Só terá sentido o tempo se admitirmos a eternidade. Limitando-se, exclusivamente, ao tempo, as filosofias da imanência não lhe encontrarão explicações. Daí derivarem - e aqui nos referimos ao gênero, - para extrapolações, que abicam na insuficiência, como se dá com o realismo crítico, o existencialismo marxista, e as várias formas contemporâneas de racionalismo. Heidegger, em nossos dias, foi um dos maiores representantes dessa genealogia filosófica, toda ela aplicada ao pensamento sem finalismo. A sua obra O ser e o tempo, que teve grande influência nos círculos universitários alemães da década de 30, a década do nazismo, foi elaborada para afirmar o horizonte definitivo da temporalidade. Prova e comprova, contudo, o mundo presente, que, circunscrevendo-se a um horizonte sem abertura, a temporalidade confina o ser no embaraço total. Todas as reflexões de Heidegger não vencem o círculo da imanência. Não se explica o ser pela temporalização, mas, pela conjunção do tempo com a eternidade. O "mistério dos seres itinerantes que nós somos", da bela expressão de Maurice Blondel, é o que deve ser considerado, se quisermos enfrentar, para vencê-la, a forte corrente das crises, de que o humanismo ateu é a toxina deletéria da nossa civilização e da nossa cultura.
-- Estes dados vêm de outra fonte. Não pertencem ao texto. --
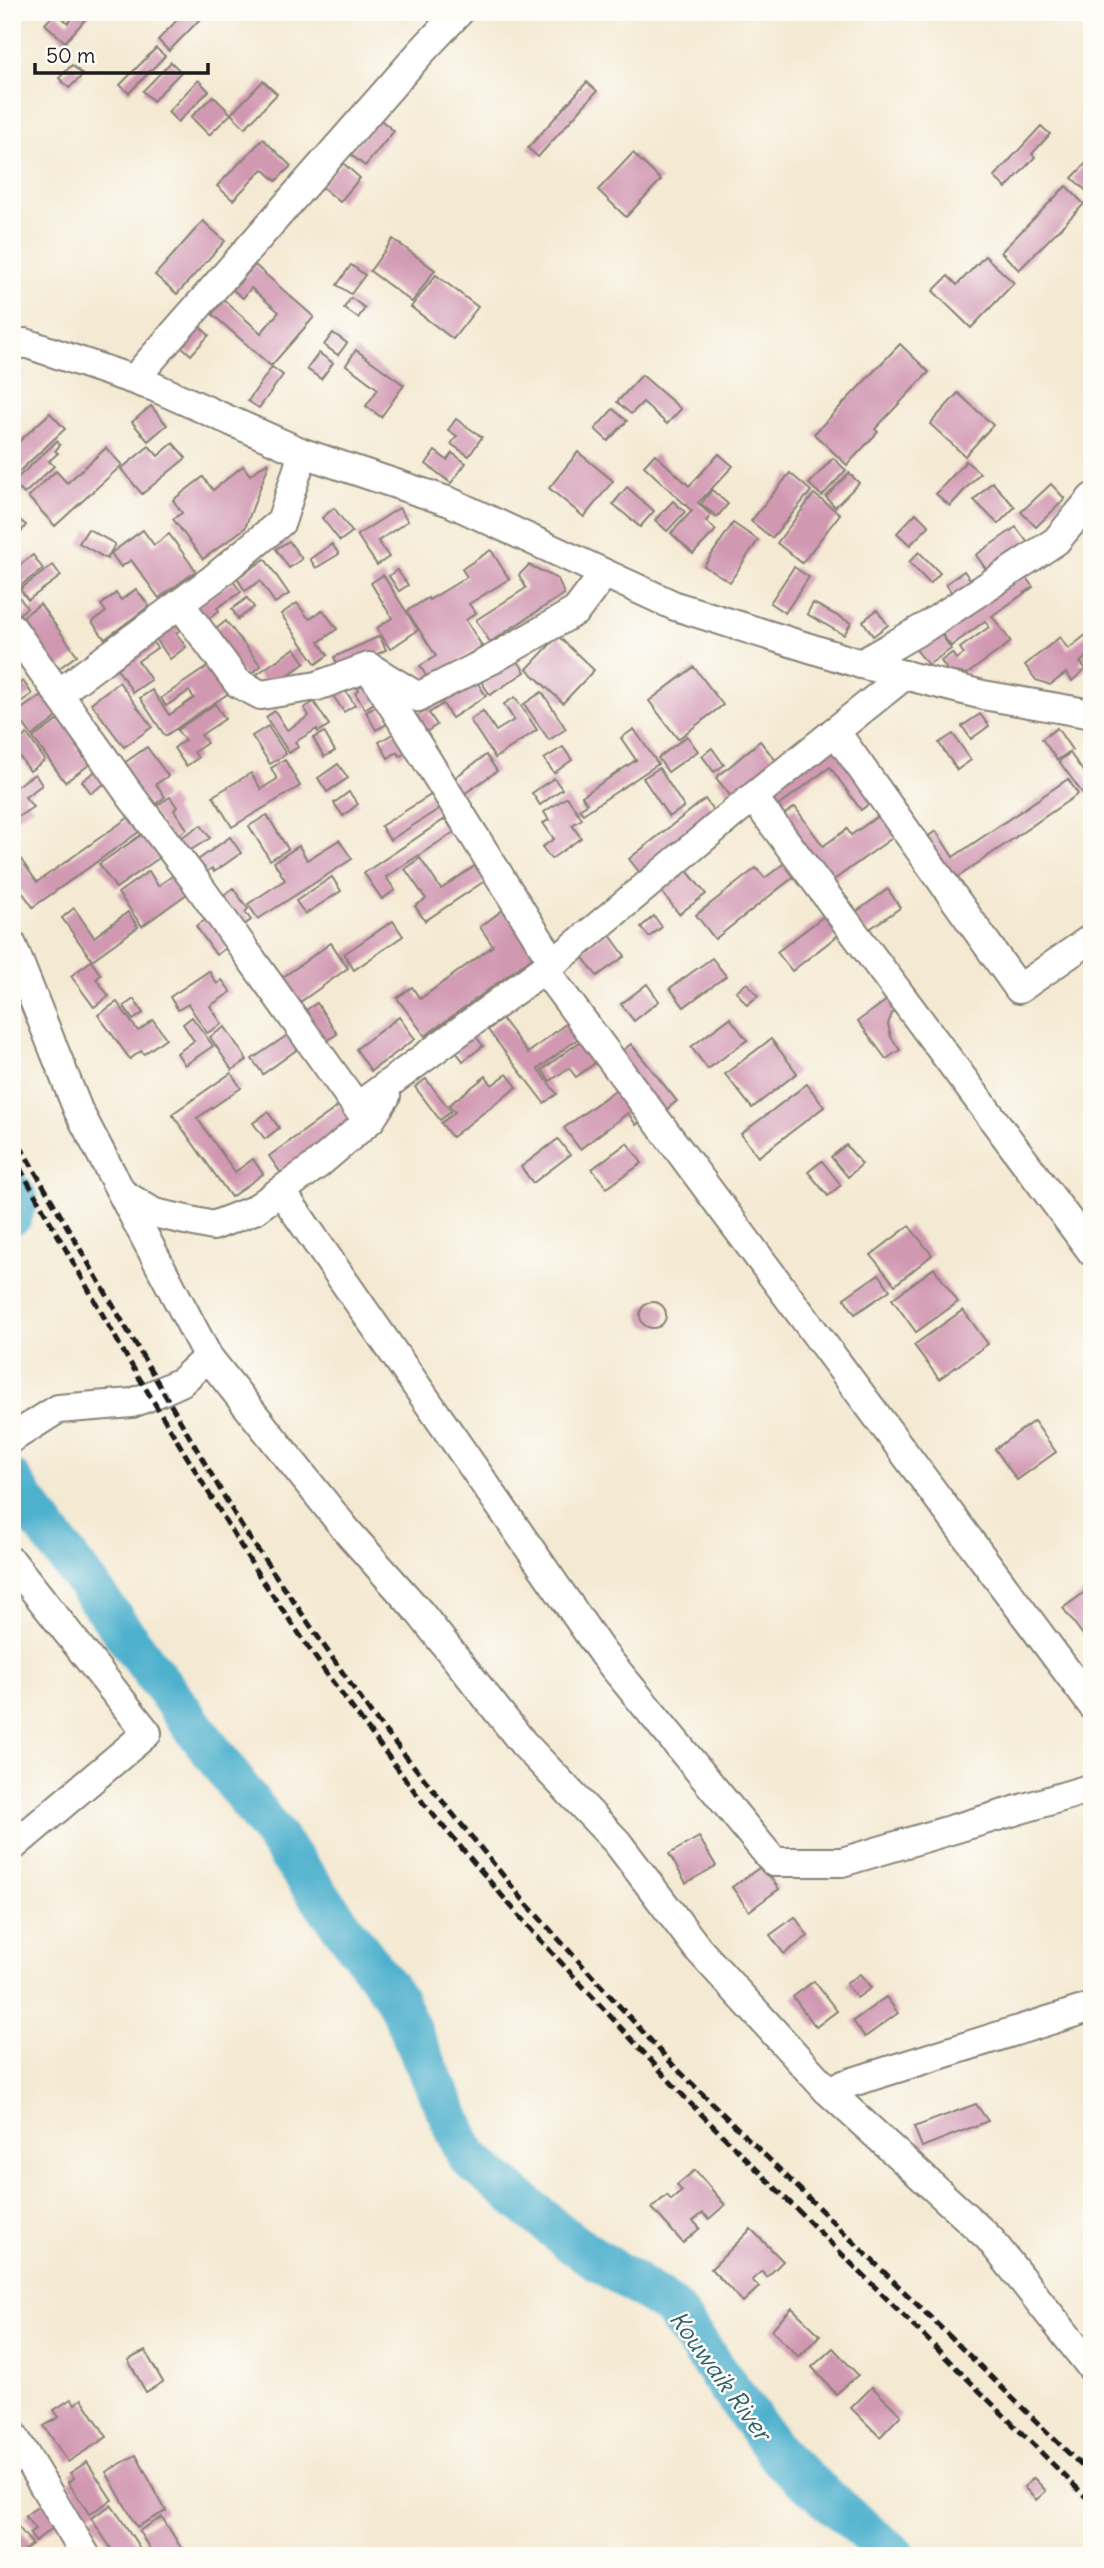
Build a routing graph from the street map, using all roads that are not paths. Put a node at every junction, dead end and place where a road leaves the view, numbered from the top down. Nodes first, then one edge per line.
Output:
1 (459, 12) edge
2 (12, 346) edge
3 (142, 383) junction
4 (303, 453) junction
5 (1092, 498) edge
6 (604, 574) junction
7 (180, 604) junction
8 (12, 628) edge
9 (861, 664) junction
10 (369, 667) junction
11 (905, 675) junction
12 (59, 693) junction
13 (1092, 714) edge
14 (835, 731) junction
15 (753, 797) junction
16 (1092, 937) edge
17 (12, 945) edge
18 (548, 966) junction
19 (399, 1076) junction
20 (281, 1191) junction
21 (121, 1192) junction
22 (1092, 1252) edge
23 (208, 1357) junction
24 (12, 1438) edge
25 (12, 1562) edge
26 (1092, 1705) edge
27 (1092, 1788) edge
28 (12, 1847) edge
29 (1092, 2007) edge
30 (827, 2090) junction
31 (1092, 2368) edge
32 (12, 2433) edge
33 (77, 2551) edge

1 - 3 street
2 - 3 street
3 - 4 street
4 - 6 street
4 - 7 street
5 - 9 street
6 - 9 street
6 - 10 street
7 - 10 street
7 - 12 street
8 - 12 street
9 - 11 street
10 - 18 street
11 - 13 street
11 - 14 street
12 - 19 street
14 - 15 street
14 - 16 street
15 - 18 street
15 - 22 street
17 - 21 street
18 - 19 street
18 - 26 street
19 - 20 street
20 - 21 street
20 - 27 street
21 - 23 street
23 - 24 street
23 - 30 street
25 - 28 street
29 - 30 street
30 - 31 street
32 - 33 street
A eternidade nos escapa; o tempo é, para nós, uma realidade misteriosa, mas temos de resolver o problema ou procurar resolvê-lo, se quisermos reconhecer um significado na vida. A humanidade verte o suor de erros multisseculares, acumulados em sua história. O futuro foi e continua sendo marcado de presságios. Como em todas as épocas da História, no entanto, aqueles que são protagonistas ou comparsas de seus dramas, não percebem claramente os acontecimentos que se vão encadeando nos elos desta imensa crise mundializada. Enfraquecida em seus rizomas sobrenaturais, pela dissolução da pessoa no tempo, a sociedade humana atravessa uma fase histórica, na qual os valores espirituais são suplantados pelos valores materiais, o infinito vai sendo vencido pelo indefinido, e o amor perde a imagem de reflexo do amor de Deus. O resultado dessa subversão de valores cifra-se em que o homem deste século não descobre um sítio onde possa repousar tranqüilo, pois o bem espiritual e o bem social estão minados nas suas bases pelo temporalismo milenar. Sem encontrar, por isso mesmo, o apoio da fé, o ser humano volta-se para a superstição, para os mitos nos quais espera achar, não só justiça, como, também, resposta aos seus anseios de paz. A superstição e o mito são, no entanto, apenas um esforço para captar o Absoluto nos limites da natureza. O progresso contínuo, a soberania da razão, o cientismo, o economismo, o socialismo, a arte subjetiva, a autonomia tecnológica, as ditaduras totalitárias, o liberalismo político foram e são superstições alienadoras, insinuadas na consciência do ser humano, dominando-o, ao parecer, irresistivelmente.